Emily’s reclusive behavior in her later years can be understood as a complete withdrawal into the real order. She rejects all symbolic communication, such as paying tax, living entirely within a time and space she controlled. She transforms the entire estate into a fortress where the immutable nature of the real order overpowers the historicity of the symbolic order. When Emily cannot emerge from the glory in the past, she becomes a fractured subject of the old Southern society. Meanwhile, Emily’s persona begins to fracture between the order of imaginary and real. Her sense of self cannot be constructed, succumbing to the tragedy of real world.

Emily’s fate reveals the tragic consequences that may arise when the subject cannot reconcile the traumatic realities of the real order with the normative demands of the symbolic order. This conflict preserves her as a peculiar subject—neither fully psychotic nor fully socialized. Emily, as a character seemingly bizarre and morbid, actually reveals the profound predicament of subjectivity. Unable and unwilling to fully submit to the call of the symbolic order, she suffers a catastrophic direct encounter with the real order. Her tragedy is not merely personal, but also reflects a universal human dilemma. That is, how to strike a balance between desire and law, truth and social norms. The extreme act exacts a price of loneliness and alienation, but it also spares her from more insidious violence of the symbolic order against the subject—the alienation of the self. The enduring power of this novel lies precisely in its ability to reveal those universal but often concealed truth about human subjectivity.

6. Conclusions

During her father’s lifetime, Emily lived without subjectivity. She turns to living in the imaginary order she has built herself after her father’s death. In this world, she tries to become the center of power like her father, so she does not allow anyone to resist her. In addition, Emily is oppressed and discriminated against by the male dominated society led by her father, and is bound by the Puritan and Southern aristocratic views on women, making it even more difficult for her to release her ego. The more Emily wants to find her ego and realize her subjectivity, the more she falls into the abyss and is unable to see the truth and find herself. Emily becomes a victim of the feudal patriarchy in the South because of the failure of self-construction and external oppression.

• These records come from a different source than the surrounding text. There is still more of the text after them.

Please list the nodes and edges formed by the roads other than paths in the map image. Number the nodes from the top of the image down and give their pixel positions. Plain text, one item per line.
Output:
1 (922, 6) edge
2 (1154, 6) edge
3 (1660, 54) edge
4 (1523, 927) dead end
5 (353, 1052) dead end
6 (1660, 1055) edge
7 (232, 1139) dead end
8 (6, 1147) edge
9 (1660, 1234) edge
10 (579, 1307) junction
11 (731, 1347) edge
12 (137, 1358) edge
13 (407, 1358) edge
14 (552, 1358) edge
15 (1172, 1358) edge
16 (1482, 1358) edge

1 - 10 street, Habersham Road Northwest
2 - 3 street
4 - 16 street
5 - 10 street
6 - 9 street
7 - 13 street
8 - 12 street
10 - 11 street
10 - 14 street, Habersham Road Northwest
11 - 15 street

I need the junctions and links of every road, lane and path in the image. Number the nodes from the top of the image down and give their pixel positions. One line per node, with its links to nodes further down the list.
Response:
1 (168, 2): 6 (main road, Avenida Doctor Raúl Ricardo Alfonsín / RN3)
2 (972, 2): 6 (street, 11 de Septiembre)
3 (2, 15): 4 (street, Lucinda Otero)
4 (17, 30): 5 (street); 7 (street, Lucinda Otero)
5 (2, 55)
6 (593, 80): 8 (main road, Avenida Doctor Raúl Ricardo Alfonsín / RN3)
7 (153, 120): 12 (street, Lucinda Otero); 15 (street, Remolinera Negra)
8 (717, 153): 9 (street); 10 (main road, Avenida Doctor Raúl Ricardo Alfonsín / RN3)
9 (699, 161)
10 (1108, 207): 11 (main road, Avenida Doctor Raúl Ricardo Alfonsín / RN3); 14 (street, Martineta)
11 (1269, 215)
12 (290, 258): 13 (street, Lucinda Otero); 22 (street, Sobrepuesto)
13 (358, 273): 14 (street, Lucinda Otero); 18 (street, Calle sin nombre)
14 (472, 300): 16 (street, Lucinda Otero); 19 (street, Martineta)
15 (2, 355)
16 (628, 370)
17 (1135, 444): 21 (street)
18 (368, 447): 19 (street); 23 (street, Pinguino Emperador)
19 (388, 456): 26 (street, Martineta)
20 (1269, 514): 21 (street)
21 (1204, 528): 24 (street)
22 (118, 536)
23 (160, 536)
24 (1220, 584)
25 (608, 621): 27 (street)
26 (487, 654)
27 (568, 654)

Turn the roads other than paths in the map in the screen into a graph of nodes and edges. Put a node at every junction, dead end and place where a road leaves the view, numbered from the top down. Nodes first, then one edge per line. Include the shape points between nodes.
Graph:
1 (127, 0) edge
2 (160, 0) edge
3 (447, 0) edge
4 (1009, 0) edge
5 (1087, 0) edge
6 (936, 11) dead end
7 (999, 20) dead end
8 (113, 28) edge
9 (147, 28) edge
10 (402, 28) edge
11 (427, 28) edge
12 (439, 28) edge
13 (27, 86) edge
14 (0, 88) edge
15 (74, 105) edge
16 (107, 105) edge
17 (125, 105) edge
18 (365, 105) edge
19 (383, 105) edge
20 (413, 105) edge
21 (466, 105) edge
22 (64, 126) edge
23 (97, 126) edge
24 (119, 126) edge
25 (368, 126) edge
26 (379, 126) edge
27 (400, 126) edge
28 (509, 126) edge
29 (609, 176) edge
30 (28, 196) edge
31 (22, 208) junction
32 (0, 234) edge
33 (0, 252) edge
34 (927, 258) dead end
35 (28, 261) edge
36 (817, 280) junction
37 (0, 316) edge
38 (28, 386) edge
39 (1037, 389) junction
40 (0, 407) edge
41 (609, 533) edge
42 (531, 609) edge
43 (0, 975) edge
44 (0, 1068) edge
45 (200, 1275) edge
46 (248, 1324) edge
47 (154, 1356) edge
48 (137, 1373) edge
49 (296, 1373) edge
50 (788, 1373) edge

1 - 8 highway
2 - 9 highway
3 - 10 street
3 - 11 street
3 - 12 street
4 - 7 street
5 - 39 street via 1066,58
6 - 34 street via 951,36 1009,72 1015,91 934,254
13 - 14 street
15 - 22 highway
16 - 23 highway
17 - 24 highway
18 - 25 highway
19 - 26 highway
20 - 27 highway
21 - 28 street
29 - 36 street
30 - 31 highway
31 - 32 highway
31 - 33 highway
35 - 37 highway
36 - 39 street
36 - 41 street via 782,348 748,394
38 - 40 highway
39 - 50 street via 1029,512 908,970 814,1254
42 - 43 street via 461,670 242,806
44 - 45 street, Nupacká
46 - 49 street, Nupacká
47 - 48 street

Meanwhile, Lacan’s three orders theory also reflects Emily’s inability to form her own subject construction. Emily is influenced by the symbolic culture of the Old South and is intervened by the Name-of-the-Father, thus unable to avoid her tragedy. Through the function of the Name-of-the-Father, Emily becomes a tradition, a duty, and a care, a sort of hereditary obligation upon the town. Lacan’s amplification interprets how the heroine socially constructs herself through filling up the deficiency of her subjectivity. Accordingly, Emily’s death unexpectedly makes the whole town go to her funeral and men embrace a sort of respectful affection for such “fallen monument” in such a patriarchal conservative society. Emily ultimately enters the cruel real world through the mutual influence of imaginary order and symbolic order, becoming an alienated self.

Conflicts of Interest

The author declares no conflicts of interest.